16
de março de 2013 | N° 17373
CLÁUDIA
LAITANO
Odeio, logo
existo
Eles
sempre existiram, ainda que não como coletivo organizado e coeso. A maioria
vivia isolada, maturando no porão de suas almas atormentadas uma paixão secreta
(ou nem tanto). Os “haters”, ou “odiadores”, são uma instituição tão típica da
nossa época quanto o smartphone e a barrinha de cereal.
A
tecnologia encarregou-se de lhes dar voz e peso, ampliando seu alcance e
encurtando as distâncias entre os que cultivam afinidades negativas comuns.
Tornaram-se tão importantes como termômetro da fama quanto o número de
paparazzi na frente dos hotéis: para cada fã disposto a comprar uma música do
seu ídolo corresponde pelo menos um odiador capaz de dizer que nunca antes na
história desse país alguém cantou tão mal assim.
Em
volume e empenho, provavelmente não existe grupo de odiadores mais atuante do
que o do cantor Justin Bieber. Os “bieber haters” não se limitam a ironizar a
música, o visual ou a persona pública do guri. Junto com seus discos e o seu
rosto nas capas de revistas, eles parecem querer eliminar do planeta o seu
topete e tudo o que vem embaixo. São uma presença funesta tão incontornável,
que Justin Bieber chegou a dedicar um prêmio a eles no ano passado – o que era
para ser uma ironia, mas pode ser entendido também como uma espécie de
capitulação.

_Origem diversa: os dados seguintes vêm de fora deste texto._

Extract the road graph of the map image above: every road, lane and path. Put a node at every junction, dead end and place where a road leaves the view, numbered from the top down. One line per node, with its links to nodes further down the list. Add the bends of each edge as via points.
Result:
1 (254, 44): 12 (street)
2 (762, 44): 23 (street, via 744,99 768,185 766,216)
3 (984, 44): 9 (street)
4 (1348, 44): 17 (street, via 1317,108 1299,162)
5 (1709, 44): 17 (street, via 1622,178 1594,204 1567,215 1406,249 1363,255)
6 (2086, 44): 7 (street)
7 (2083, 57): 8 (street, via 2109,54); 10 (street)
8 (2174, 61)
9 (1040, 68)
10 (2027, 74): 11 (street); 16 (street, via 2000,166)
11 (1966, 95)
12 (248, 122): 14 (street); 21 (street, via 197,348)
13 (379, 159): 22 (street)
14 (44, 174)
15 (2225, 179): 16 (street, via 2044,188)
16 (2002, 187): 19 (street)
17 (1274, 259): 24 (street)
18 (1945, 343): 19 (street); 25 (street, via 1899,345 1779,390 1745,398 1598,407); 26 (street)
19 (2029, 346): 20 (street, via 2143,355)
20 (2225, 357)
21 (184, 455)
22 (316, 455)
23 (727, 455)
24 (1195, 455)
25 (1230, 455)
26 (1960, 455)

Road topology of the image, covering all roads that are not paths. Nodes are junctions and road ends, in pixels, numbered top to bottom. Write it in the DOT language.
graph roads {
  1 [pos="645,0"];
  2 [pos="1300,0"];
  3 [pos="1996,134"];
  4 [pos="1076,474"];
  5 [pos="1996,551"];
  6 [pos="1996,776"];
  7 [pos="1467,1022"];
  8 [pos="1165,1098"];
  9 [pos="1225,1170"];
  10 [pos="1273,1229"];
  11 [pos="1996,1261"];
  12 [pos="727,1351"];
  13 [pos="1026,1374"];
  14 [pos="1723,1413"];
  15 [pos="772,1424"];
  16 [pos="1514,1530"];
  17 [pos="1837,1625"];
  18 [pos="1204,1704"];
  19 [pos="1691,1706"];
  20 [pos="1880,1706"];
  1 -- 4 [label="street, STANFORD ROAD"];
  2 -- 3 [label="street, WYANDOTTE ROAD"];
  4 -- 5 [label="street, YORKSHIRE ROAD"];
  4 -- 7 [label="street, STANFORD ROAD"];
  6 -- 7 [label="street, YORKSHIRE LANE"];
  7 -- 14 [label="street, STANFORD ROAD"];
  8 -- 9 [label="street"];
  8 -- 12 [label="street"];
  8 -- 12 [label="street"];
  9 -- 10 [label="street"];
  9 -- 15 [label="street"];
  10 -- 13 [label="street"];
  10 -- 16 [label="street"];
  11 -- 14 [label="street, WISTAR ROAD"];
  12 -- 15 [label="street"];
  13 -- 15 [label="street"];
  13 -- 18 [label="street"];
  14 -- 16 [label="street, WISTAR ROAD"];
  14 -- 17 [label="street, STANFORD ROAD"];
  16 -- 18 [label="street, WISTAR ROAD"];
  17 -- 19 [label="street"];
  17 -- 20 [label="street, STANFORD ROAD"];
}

Reconhecimento é tudo o que um “hater” deseja.
Um
adulto talvez possa dar-se ao luxo de dedicar ao assunto do ódio na internet a
mesma indiferença reservada aos discos de Justin Bieber. (Isso se esse adulto
não tiver o excruciante costume de ler as seções de comentários em blogs e sites
de notícias.) Para boa parte dos adolescentes de hoje, porém, o odiador virtual
é, em certa medida, um personagem tão cotidiano quanto o porteiro da escola.
Na
arena onde se desenrola boa parte da sua vida social, a internet, odeia-se
muito e apaixonadamente – pessoas, conhecidas ou não, causas, artistas, ideias.
Escolhendo alguém ou algo para atacar, o odiador cria um escudo e uma
identidade ao mesmo tempo. Odeio, logo existo.
Na
escola, uma discussão de colegas que deveria começar e terminar na hora do
recreio pode ganhar a dimensão de uma Batalha de Waterloo se for parar no
Twitter ou no Facebook – onde a plateia costuma entrar na arena para atiçar
leões e mártires e os desdobramentos do embate são sempre imprevisíveis. É
nessas horas que adultos e projetos de adultos precisam caprichar no bom senso.
Pais
sempre tiveram que ensinar aos filhos a usar a razão, a se controlar, a medir
consequências e exercitar a tolerância. A diferença agora é o alcance que
grandes ou pequenas trocas de ofensas podem tomar quando se desenrolam na praça
pública da rede social, onde a reação de polegares digitando uma resposta
desaforada pode ser muito mais rápida do que a de um neurônio processando a
informação. (Se inventassem um teclado à prova de impulsos, provavelmente
haveria muito menos bobagem na internet.) Responder a um “hater” no mesmo tom é
ser dominado e rebaixado por ele.
“Haters”,
“trolls” e outras criaturas das trevas estão aí para ficar. São uma doença sem
cura, mas talvez seja possível fazê-los sofrer cortando o suprimento daquilo
que mais necessitam: atenção.
Ou,
no caso do Justin Bieber, simplesmente continuando a fazer sucesso.